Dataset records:
•••

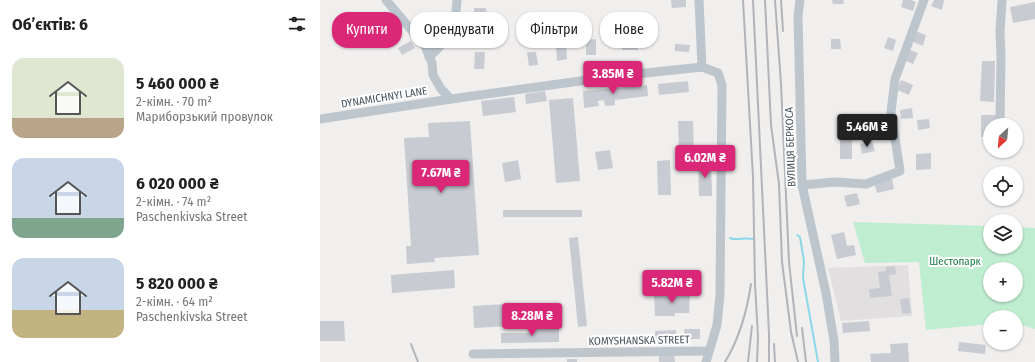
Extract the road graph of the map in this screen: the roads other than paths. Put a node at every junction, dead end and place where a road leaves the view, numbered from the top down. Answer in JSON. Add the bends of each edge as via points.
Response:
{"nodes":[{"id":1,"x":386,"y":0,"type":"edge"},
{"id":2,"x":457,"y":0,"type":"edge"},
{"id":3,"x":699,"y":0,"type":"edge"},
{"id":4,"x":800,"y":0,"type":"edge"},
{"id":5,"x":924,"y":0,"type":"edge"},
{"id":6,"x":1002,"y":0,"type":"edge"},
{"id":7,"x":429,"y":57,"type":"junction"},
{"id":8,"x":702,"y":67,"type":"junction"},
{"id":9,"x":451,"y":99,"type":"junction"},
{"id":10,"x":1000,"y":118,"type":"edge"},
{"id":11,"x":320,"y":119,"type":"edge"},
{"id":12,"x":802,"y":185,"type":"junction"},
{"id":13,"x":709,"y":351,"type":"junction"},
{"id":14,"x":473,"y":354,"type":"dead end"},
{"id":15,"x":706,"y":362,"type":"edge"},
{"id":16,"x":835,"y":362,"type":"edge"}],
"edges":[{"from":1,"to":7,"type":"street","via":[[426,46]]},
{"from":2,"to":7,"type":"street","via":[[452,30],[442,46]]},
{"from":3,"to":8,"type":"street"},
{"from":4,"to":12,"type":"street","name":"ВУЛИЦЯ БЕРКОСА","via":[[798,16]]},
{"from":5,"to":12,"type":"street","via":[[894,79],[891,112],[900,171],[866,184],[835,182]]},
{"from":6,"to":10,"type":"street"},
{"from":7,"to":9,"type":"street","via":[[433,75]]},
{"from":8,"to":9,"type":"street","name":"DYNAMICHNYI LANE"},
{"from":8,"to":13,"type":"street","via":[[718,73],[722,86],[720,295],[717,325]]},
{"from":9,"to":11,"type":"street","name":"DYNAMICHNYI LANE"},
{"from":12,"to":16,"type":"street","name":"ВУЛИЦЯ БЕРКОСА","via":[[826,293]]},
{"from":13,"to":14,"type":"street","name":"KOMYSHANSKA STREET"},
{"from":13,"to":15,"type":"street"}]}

•••

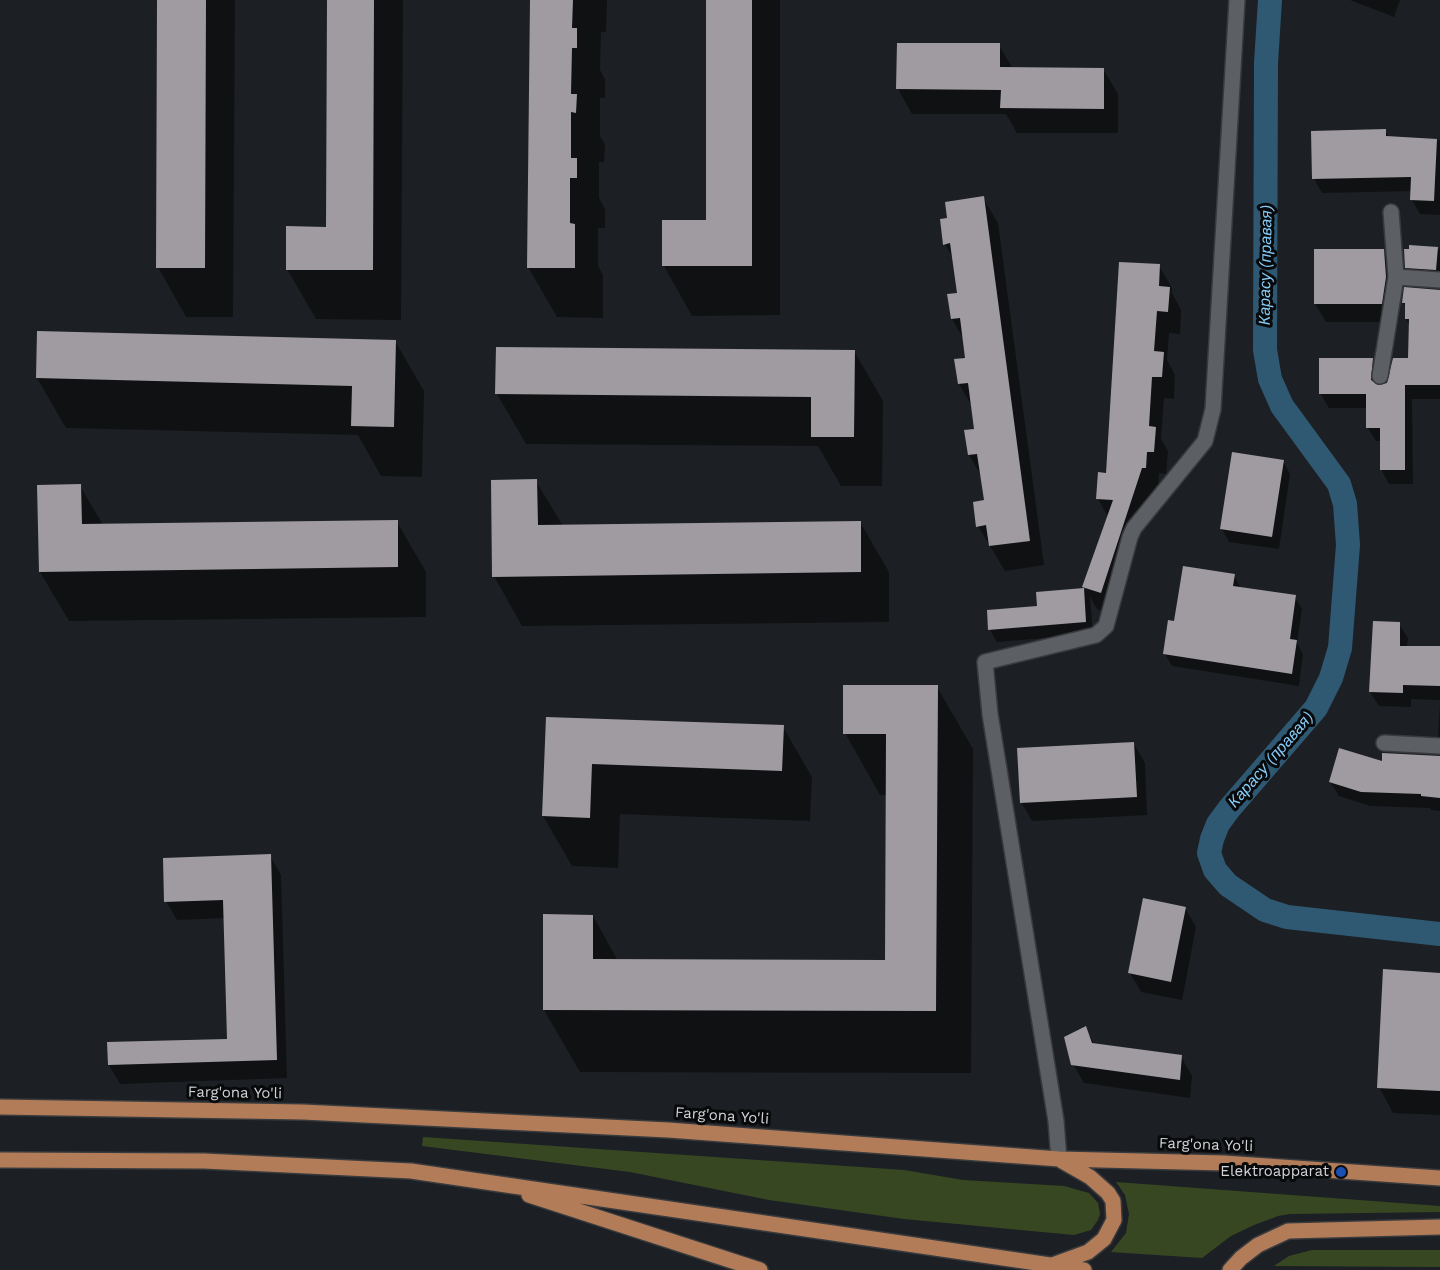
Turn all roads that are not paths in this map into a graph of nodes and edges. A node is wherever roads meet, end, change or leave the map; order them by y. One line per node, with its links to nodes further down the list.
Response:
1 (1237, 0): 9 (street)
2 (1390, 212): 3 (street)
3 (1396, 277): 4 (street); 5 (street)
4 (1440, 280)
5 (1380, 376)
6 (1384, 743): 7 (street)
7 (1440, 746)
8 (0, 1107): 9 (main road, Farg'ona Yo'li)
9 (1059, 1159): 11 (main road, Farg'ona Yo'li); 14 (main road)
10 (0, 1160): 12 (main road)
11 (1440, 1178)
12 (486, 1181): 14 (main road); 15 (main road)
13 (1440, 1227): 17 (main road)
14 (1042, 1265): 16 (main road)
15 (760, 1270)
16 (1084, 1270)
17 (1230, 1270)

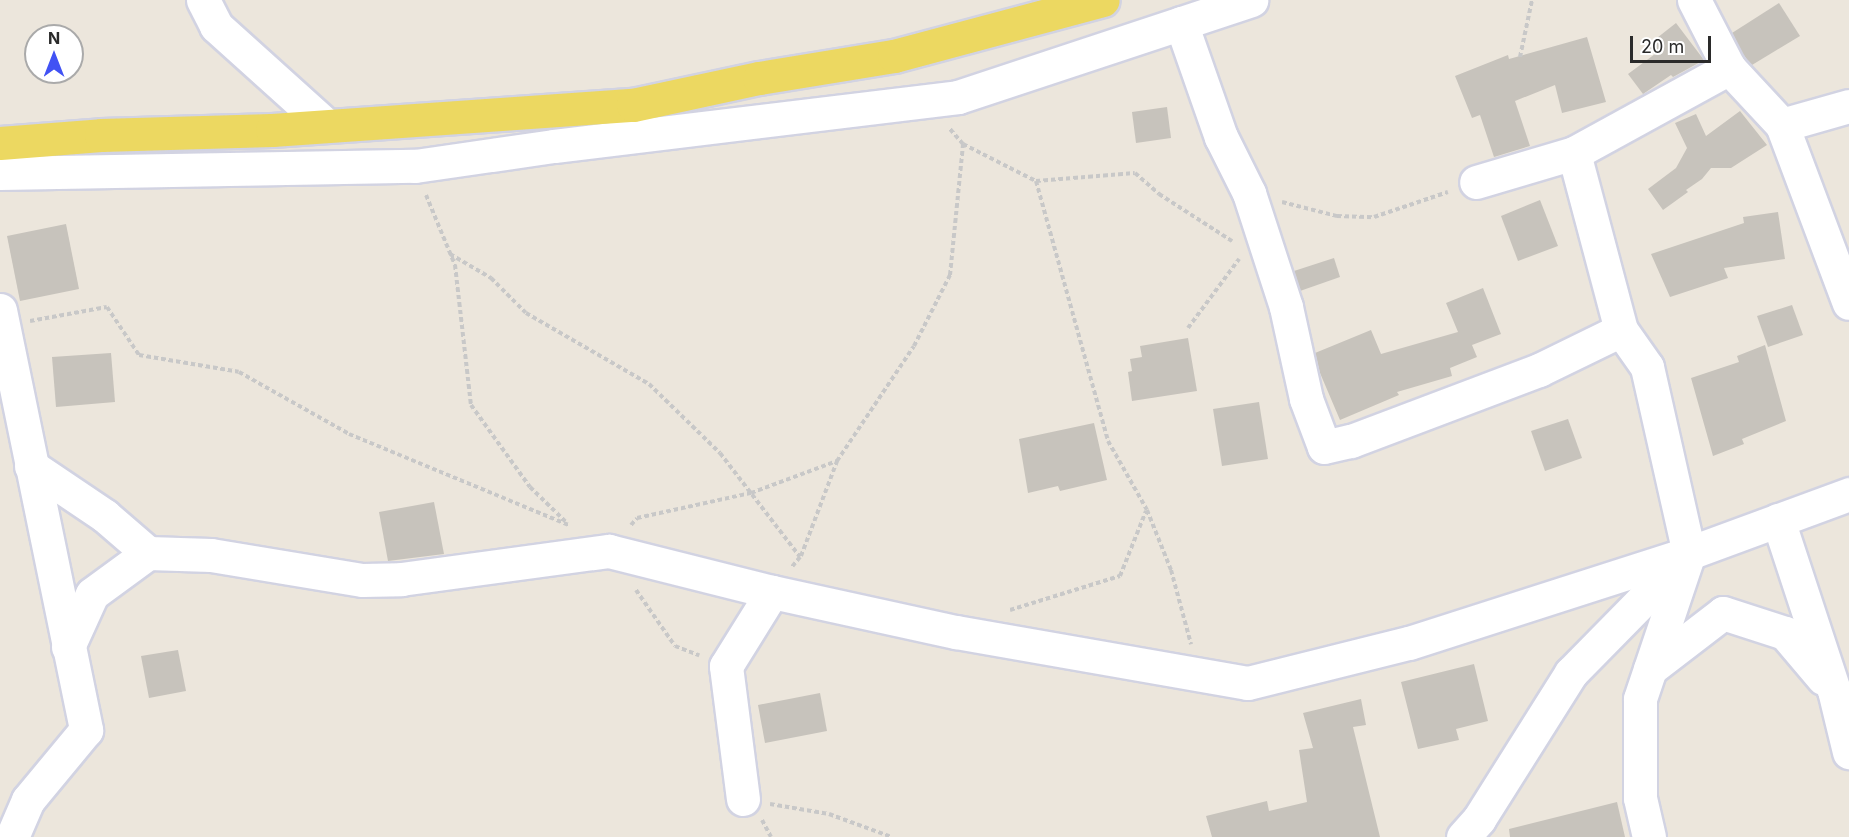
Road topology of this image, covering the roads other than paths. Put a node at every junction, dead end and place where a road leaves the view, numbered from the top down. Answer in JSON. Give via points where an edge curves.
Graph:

•••

- ASSIGNED TASK
Take the entries above and copy out all lines with the string "this".

- RESPONSE TO THE EXERCISE
Extract the road graph of the map in this screen: the roads other than paths. Put a node at every junction, dead end and place where a road leaves the view, numbered from the top down. Answer in JSON. Add the bends of each edge as via points.
Turn all roads that are not paths in this map into a graph of nodes and edges. A node is wherever roads meet, end, change or leave the map; order them by y. One line per node, with its links to nodes further down the list.
Road topology of this image, covering the roads other than paths. Put a node at every junction, dead end and place where a road leaves the view, numbered from the top down. Answer in JSON. Give via points where an edge curves.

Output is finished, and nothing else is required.